Isso não significa frieza emocional. Significa liberdade interior.

Quando alguém lhe ferir, pergunte silenciosamente: “Isso pertence realmente a mim?” Muitas vezes, não pertence

Terceiro Compromisso - “Não tire conclusões”

A mente humana cria histórias o tempo todo.

Interpretamos: olhares, silêncios, mensagens, comportamentos.

E quase sempre interpretamos segundo nossos medos.

Uma simples demora numa resposta já cria: ansiedade, insegurança, conflitos imaginários.

Quantos sofrimentos desnecessários!

A imaginação desequilibrada produz fantasmas emocionais.

Na espiritualidade, isso se chama vigilância mental.

A mente sem disciplina: distorce, exagera e dramatiza.

Por isso Dom Miguel ensina: pergunte, converse, esclareça.

A verdade liberta; a suposição aprisiona.

Nem tudo que pensamos corresponde à realidade.

Às vezes sofremos não pelo que aconteceu, mas pelo que imaginamos.

Quarto Compromisso - “Dê sempre o melhor de si”

Este compromisso elimina culpa e perfeccionismo, pois dar o melhor não significa perfeição.

O “nosso melhor” muda: conforme o dia, conforme a saúde, conforme o estado emocional e conforme a fase da vida.

Há dias em que nosso melhor será extraordinário.
Em outros, será apenas tocar em frente.

Mas quando fazemos o melhor possível com sinceridade: não há remorso, não há autopunição e não há dívida interior.

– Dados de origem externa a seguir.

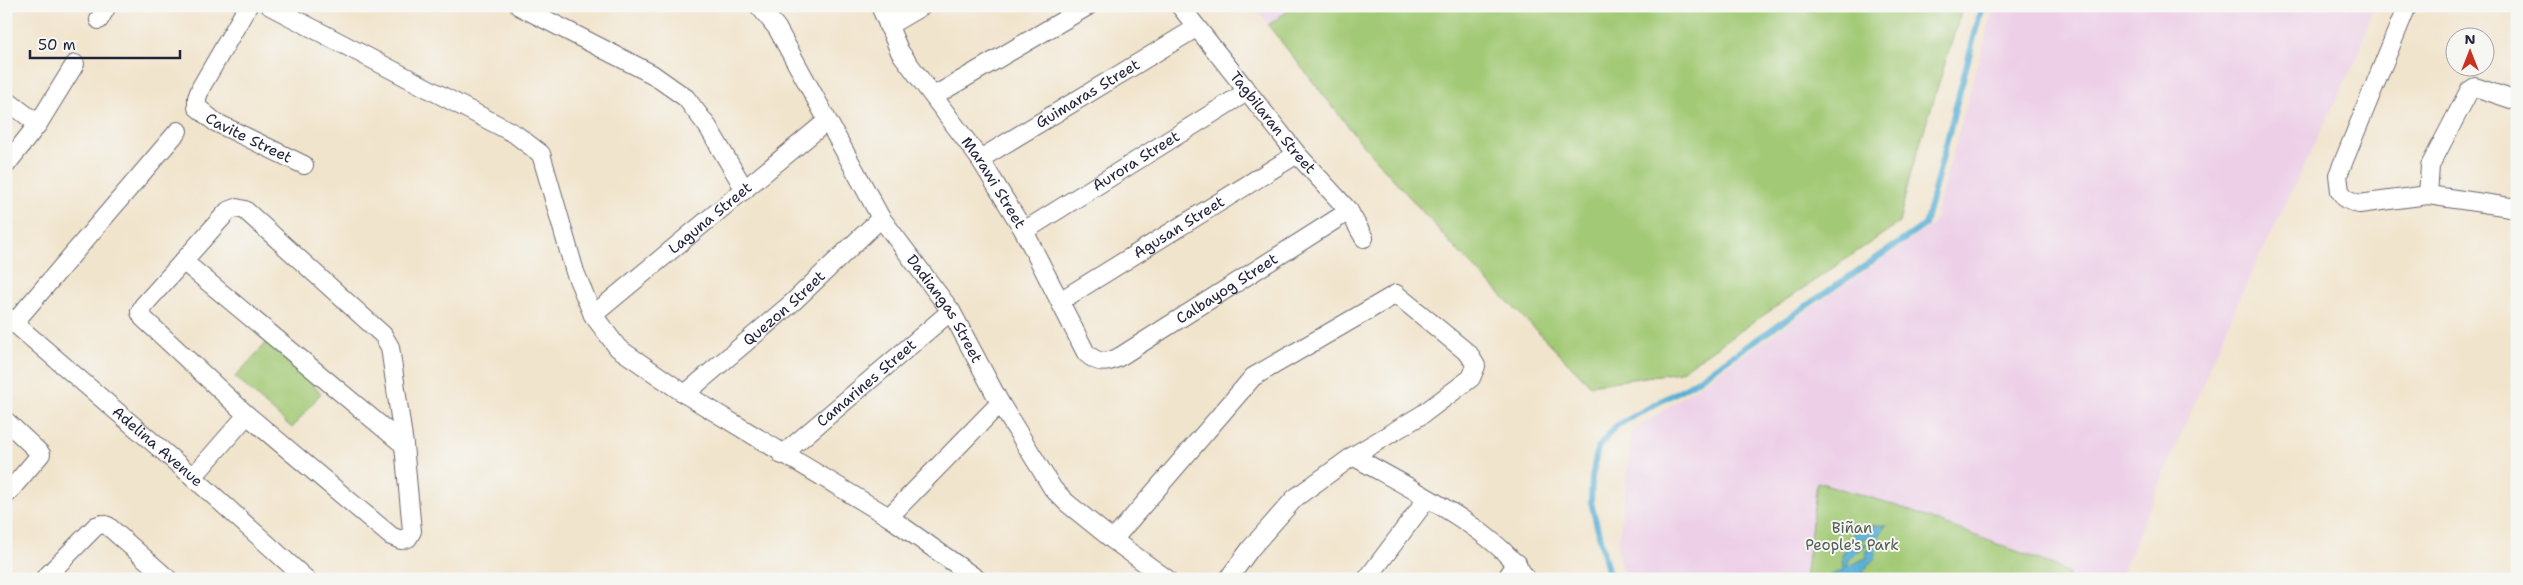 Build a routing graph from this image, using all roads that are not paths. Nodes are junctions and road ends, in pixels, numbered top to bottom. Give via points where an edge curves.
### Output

O nosso desenvolvimento espiritual não exige perfeição instantânea.
Ele pede esforço sincero, pois evoluir é caminhar.

O importante não é a velocidade, é a direção, ou seja, para onde estamos indo.

Deus não espera de nós aquilo que ainda não conseguimos oferecer, mas espera honestidade em nossa tentativa de crescer.

Juntando os Quatro Compromissos

Observe como os compromissos se conectam:

·                     A palavra purifica a energia.

·                     Não levar para o lado pessoal protege a paz.

·                     Não criar suposições evita sofrimento.

·                     Dar o melhor fortalece a consciência.

Praticados juntos, eles transformam: relacionamentos, emoções, pensamentos e nossa vibração espiritual.

Eles não mudam apenas nossa vida externa, mudam nossa frequência vibratória.

Podemos praticar os quatro compromissos: dentro de casa, no trabalho, na mediunidade, na família, nas redes sociais, no trânsito, nas pequenas dificuldades diárias.

A verdadeira espiritualidade não está apenas nos templos.

Ela aparece: na maneira como respondemos, na forma como ouvimos, no respeito ao próximo, na capacidade de perdoar, na serenidade diante das imperfeições humanas.

Todos buscamos paz.

Mas a paz não nasce do controle do mundo externo. ela nasce do governo de nós mesmos. Os quatro compromissos são exercícios de libertação da alma.

Cada vez que: falamos com amor, deixamos de nos ofender, evitamos julgamentos precipitados e oferecemos o melhor de nós, aproximamo-nos um pouco mais da luz.

Talvez não consigamos praticar tudo perfeitamente, mas cada tentativa sincera já modifica nosso espírito.

Que possamos refletir:

·                     Como tenho usado minhas palavras?

·                     Quanto sofrimento nasce das minhas interpretações?

·                     Quantas vezes permito que opiniões alheias controlem minha paz?

·                     Tenho dado o melhor de mim à vida?

E que, pouco a pouco, aprendamos a viver com mais consciência, simplicidade e amor.